### Exercise data
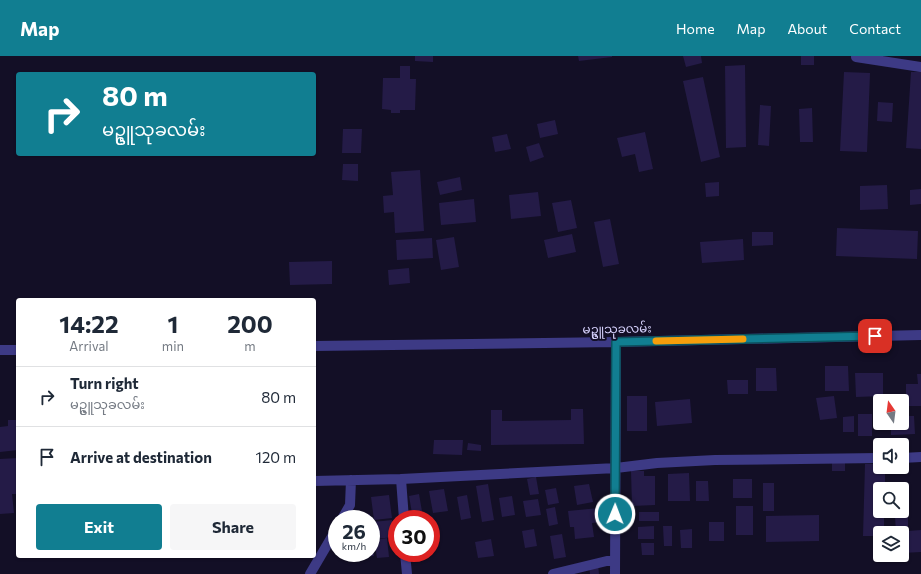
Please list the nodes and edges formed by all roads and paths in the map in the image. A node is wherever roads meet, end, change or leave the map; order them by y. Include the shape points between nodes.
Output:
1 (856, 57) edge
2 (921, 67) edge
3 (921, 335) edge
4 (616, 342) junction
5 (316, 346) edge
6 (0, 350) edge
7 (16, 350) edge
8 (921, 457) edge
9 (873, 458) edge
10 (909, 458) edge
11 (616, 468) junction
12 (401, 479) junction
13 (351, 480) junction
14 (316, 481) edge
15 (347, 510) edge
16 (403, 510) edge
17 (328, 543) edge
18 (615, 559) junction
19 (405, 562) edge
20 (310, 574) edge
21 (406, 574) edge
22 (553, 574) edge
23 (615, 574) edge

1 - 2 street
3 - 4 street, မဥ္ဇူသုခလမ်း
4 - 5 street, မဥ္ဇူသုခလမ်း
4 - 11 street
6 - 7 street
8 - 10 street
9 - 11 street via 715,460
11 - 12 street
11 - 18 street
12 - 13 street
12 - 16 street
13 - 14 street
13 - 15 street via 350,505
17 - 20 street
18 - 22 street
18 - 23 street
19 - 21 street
* * *
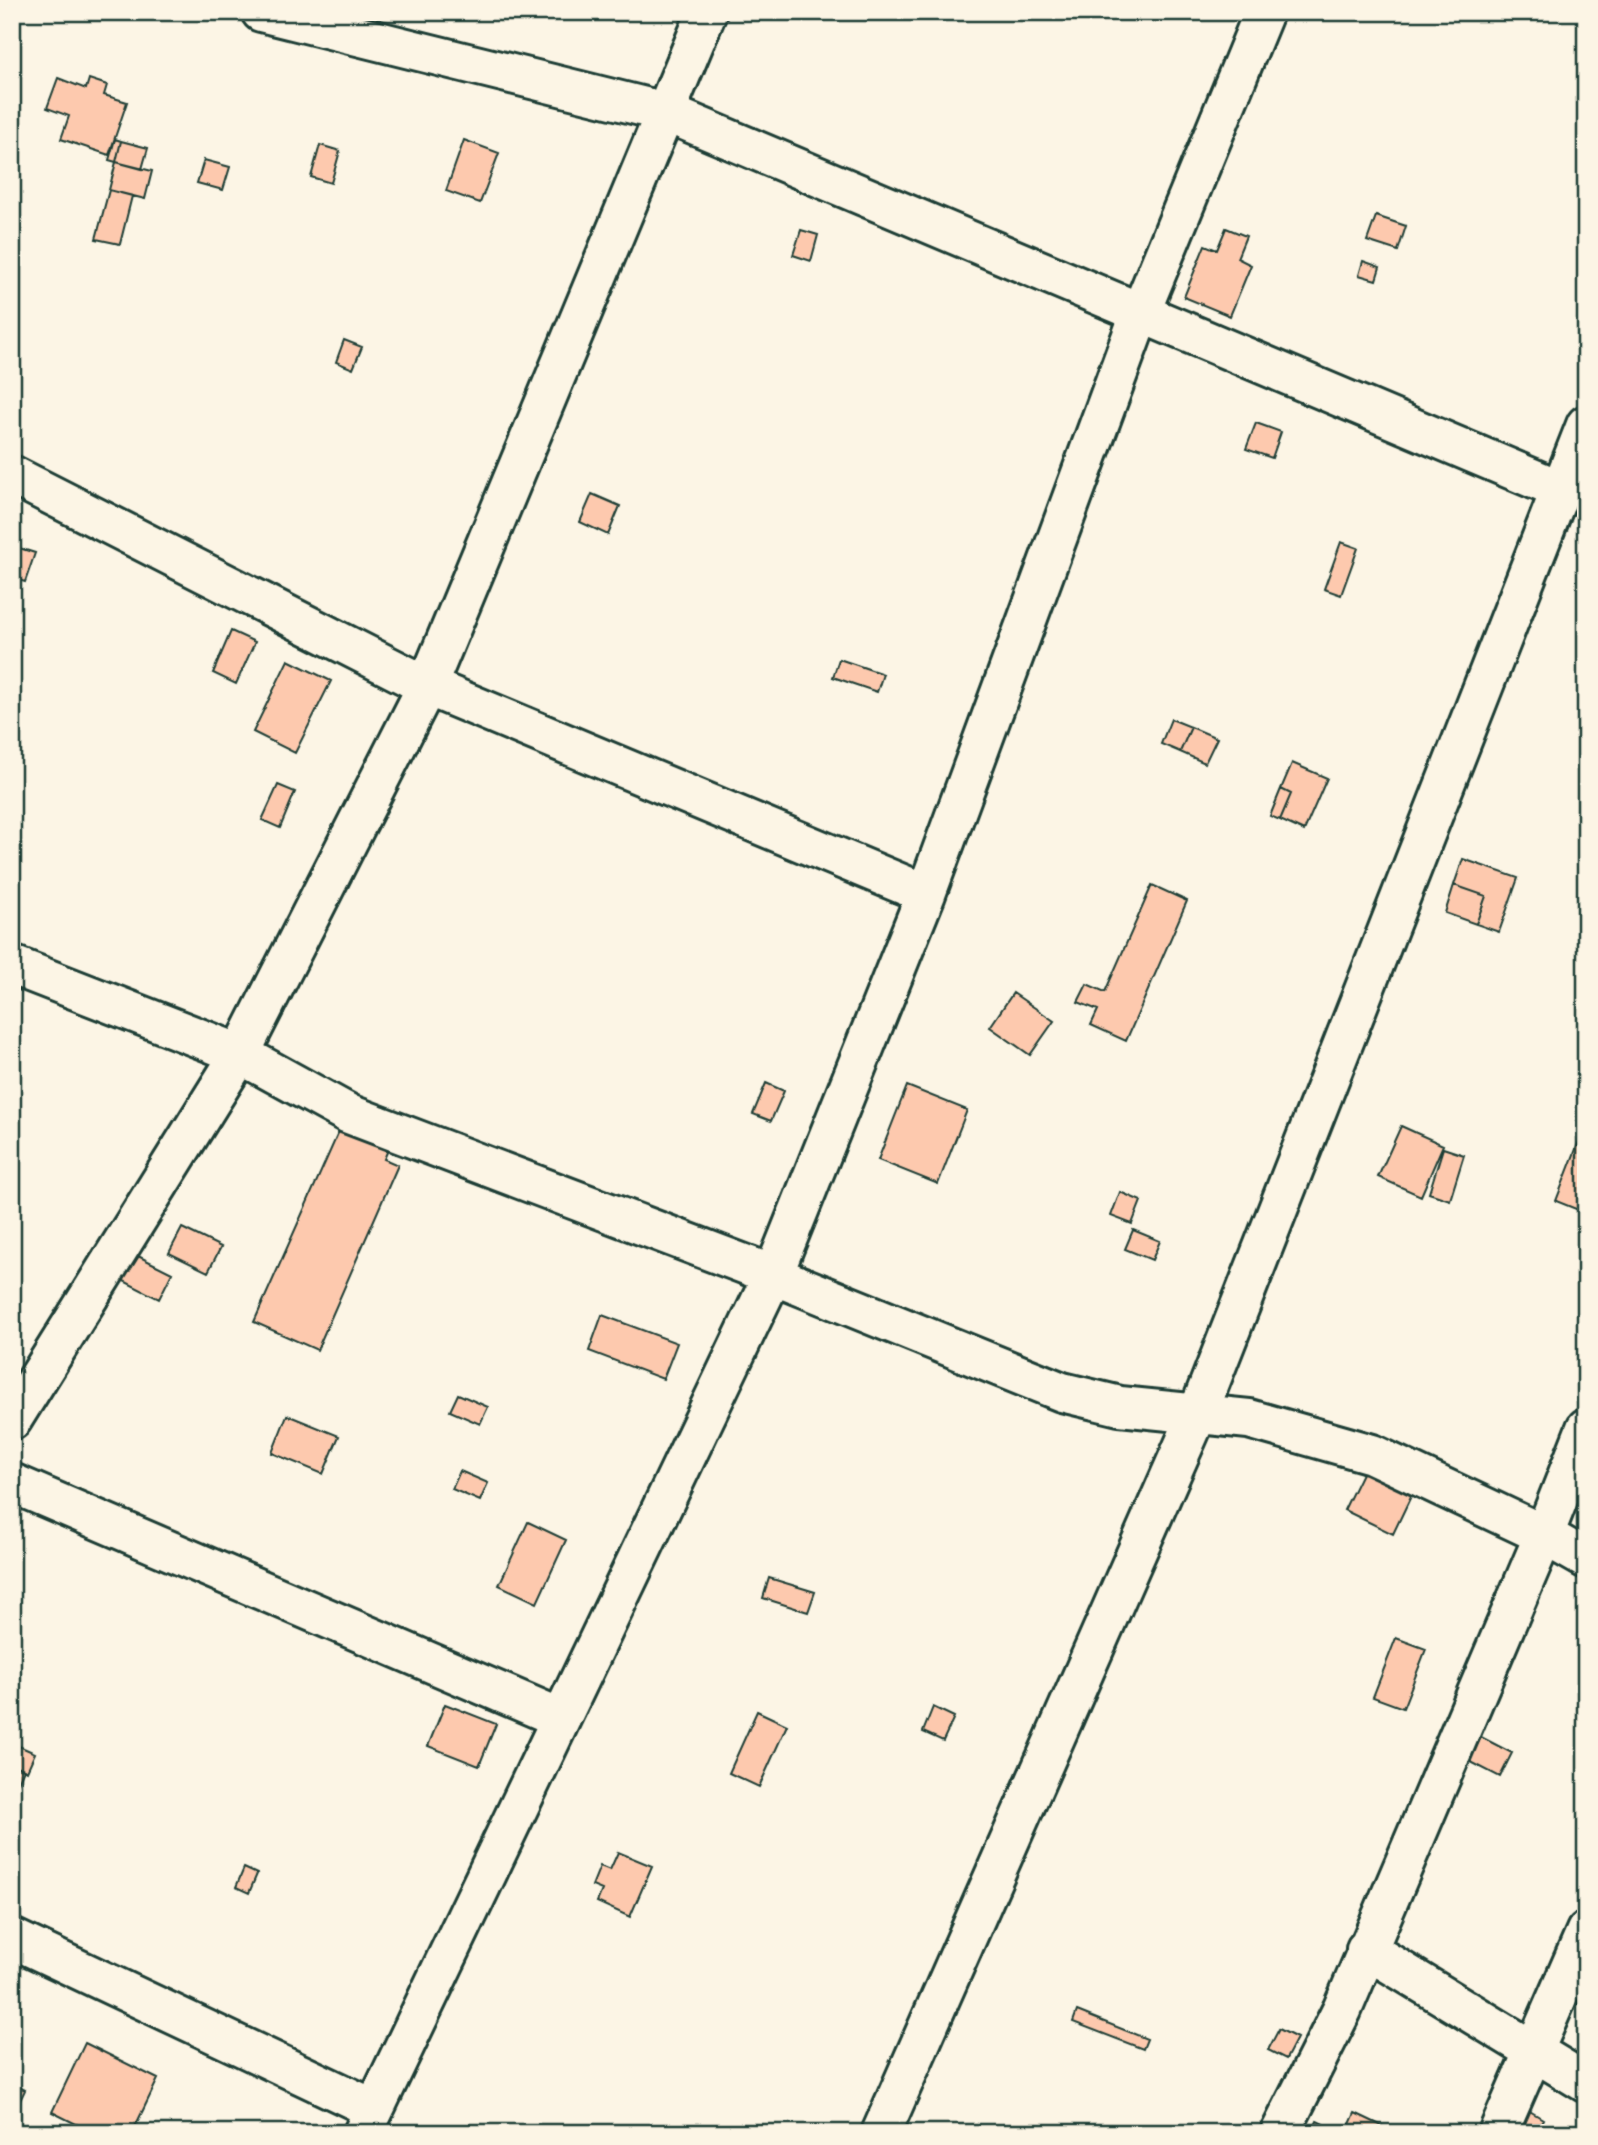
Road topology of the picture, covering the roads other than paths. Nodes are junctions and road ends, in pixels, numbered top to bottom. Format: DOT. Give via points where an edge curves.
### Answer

### How to complete this task
Scan the entries above for the word "roads", then copy every line in which it occurs.

### Completed exercise
Please list the nodes and edges formed by all roads and paths in the map in the image. A node is wherever roads meet, end, change or leave the map; order them by y. Include the shape points between nodes.
Road topology of the picture, covering the roads other than paths. Nodes are junctions and road ends, in pixels, numbered top to bottom. Format: DOT. Give via points where an edge curves.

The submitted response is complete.